Mauri Friestleben and Yusuf Abdullah have been getting into trouble. Good Trouble, to be specific. During 2020, while leading their schools through distance learning, COVID-19, and racial injustice, they took it upon themselves to inspire and empower others to join together to challenge inequity in schools. Their movement has inspired many other principals, now bound together by their shared commitment to engage in justice, equity and liberation for all students. The resulting coalition calls itself “Good Trouble,” after a speech John Lewis gave. He said, “When you see something that is not right, not fair, say something. Do something. Get in trouble. Good trouble.” 

Mauri Friestleben

Friestleben is a principal at North Community High School and Abdullah is the principal at Patrick Henry High School. Both schools are part of the Minneapolis Public School District—the same city where George Floyd was killed on May 25, 2020. Good trouble is nothing new for Friestleben and Abdullah, who have been pushing back against inequities in their schools for years. 

Yusuf Abdullah

“Challenging injustice is in our DNA,” said Abdullah. “And I know that once you get students fired up, a lot can get done. We’ve had protests and walkouts, and for a period of time the students were trying to change the name of our school, because Patrick Henry was a slave owner. The counter narrative was that Patrick Henry did a lot of great things, but he still owned slaves. How do you treat a slave ‘good’ if you own them’? It doesn’t make sense.”

Like Abdullah, Friestleben has been advocating for change in schools for years, building new foundations as well as deconstructing systems that are not serving all students. 

Good Trouble began organically. Rather than recruit fellow principals, Abdullah and Friestleben looked for those already involved. “Even before the coalition was named, a lot of us were already engaged in the work,” said Friestleben. “We knew who was doing the heavy lifting and the people who have your back and the people you can bounce ideas off.
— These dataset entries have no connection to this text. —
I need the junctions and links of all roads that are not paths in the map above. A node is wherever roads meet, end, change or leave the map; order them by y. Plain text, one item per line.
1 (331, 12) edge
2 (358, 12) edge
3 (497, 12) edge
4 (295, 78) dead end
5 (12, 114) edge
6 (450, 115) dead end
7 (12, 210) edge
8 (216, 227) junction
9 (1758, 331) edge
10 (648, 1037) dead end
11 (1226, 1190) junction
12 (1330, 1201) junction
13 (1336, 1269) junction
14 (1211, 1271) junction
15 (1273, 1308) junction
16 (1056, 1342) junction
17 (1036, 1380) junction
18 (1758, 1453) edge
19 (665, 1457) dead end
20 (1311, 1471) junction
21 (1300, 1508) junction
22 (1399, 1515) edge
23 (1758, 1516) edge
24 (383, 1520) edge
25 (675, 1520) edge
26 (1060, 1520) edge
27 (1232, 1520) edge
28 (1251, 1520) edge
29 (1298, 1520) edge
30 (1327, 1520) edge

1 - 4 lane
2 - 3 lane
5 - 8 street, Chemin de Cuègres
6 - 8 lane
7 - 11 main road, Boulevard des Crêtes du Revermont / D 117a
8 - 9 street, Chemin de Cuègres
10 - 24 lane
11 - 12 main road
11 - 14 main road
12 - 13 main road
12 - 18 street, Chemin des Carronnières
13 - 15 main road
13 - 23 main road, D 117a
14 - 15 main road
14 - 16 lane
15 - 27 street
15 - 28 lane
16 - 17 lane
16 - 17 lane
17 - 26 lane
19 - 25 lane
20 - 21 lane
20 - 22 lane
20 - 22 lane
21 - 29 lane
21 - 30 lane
Over the summer of 2020, it felt like we were preparing for a trial. The rubber was really going to meet the road for who was going to be about good trouble, especially the principalship. Schools were shut down, we were managing from home, and then after Memorial Day, we were bombarded with the image of a dying man calling for his mother while his last breaths escaped him. Then John Lewis died, and during his Homegoing ceremony, I thought, ‘Now is the time for me and some of my colleagues to do good work.’”

They decided to create words for their actions, which resulted in the four tenets of Good Trouble, which are:

  1. De-centering Whiteness. Understanding that traditional organized whiteness ensures domination through forms like PTAs and unions. We purposefully call out and lift up historically non-represented voices of color in our spaces to hold weight and power.
  2. Dismantling practices that reinforce white academic superiority like bias in testing and the labeling, tracking and clustering that reflect an Americanized version of a caste system in our schools.
  3. Reconstructing ‘school’ upon our full in-person returns where business-as-usual, like schedules and staffing, are open to drastic changes, and engaging in that preparatory work now.
  4. Speaking truth to power. Where our commitment to holding ourselves and those who serve under us accountable to this work is just as importantly extended to those who serve over us.

Abdullah and Friestleben had no trouble getting other Minnesota principals on board. In fact, the group self-organized themselves, according to the tenets. 

“It happened very organically and authentically where you had a principal from a suburban district who felt strongly about reimagining education post-COVID,” said Friestleben. “And someone else wanted to make the AP criteria more inclusive. Another assistant principal took on one of the tenets and connected with others who felt strongly about those issues, so that now, each of the four tenets has become its own workgroup.”

Abdullah is the first to acknowledge that the work of Good Trouble is difficult. Some group members have been called in to their superintendents’ offices and have had to explain their membership. We’ve also had people whose board members were concerned about their affiliation with Good Trouble. 

“It’s natural for principals to go against the grain because we’re leaders,” said Friestleben. “Most of us are already getting up to good trouble in our schools. However sometimes what happens when you’re tapped for leadership, you’re in a weird modality where you think you need to act differently once you’re a principal.”

For now, Good Trouble is centered in Minnesota, but both Abdullah and Friestleben are encouraging principals across the country to get up to their own, local good trouble within their schools. Their biggest advice? Be authentic and be consistent. 

“You can do this no matter where you are,” said Friestleben. “You don’t even have to be in education. You can be at a backyard barbeque and dismantle practices that reinforce white supremacy during a simple conversation. I see too many people who don’t walk the walk in their personal lives wonder why they fall flat when they try to professionally engage in it. And it’s because they come across as an imposter. If you don’t act like a defender in your personal life, then you can’t show up professionally and act as a defender.”

Abdullah extends a large amount of grace to anyone who is willing to show up and try. 

“One of the big things is self-awareness,” he said. “Where are you on the path? It’s about stepping back and acknowledging your personal journey. It’s not coming in and putting on a Batman mask. It’s showing up as you actually are. And if you’re further behind in your journey but took some steps today, that’s good trouble.”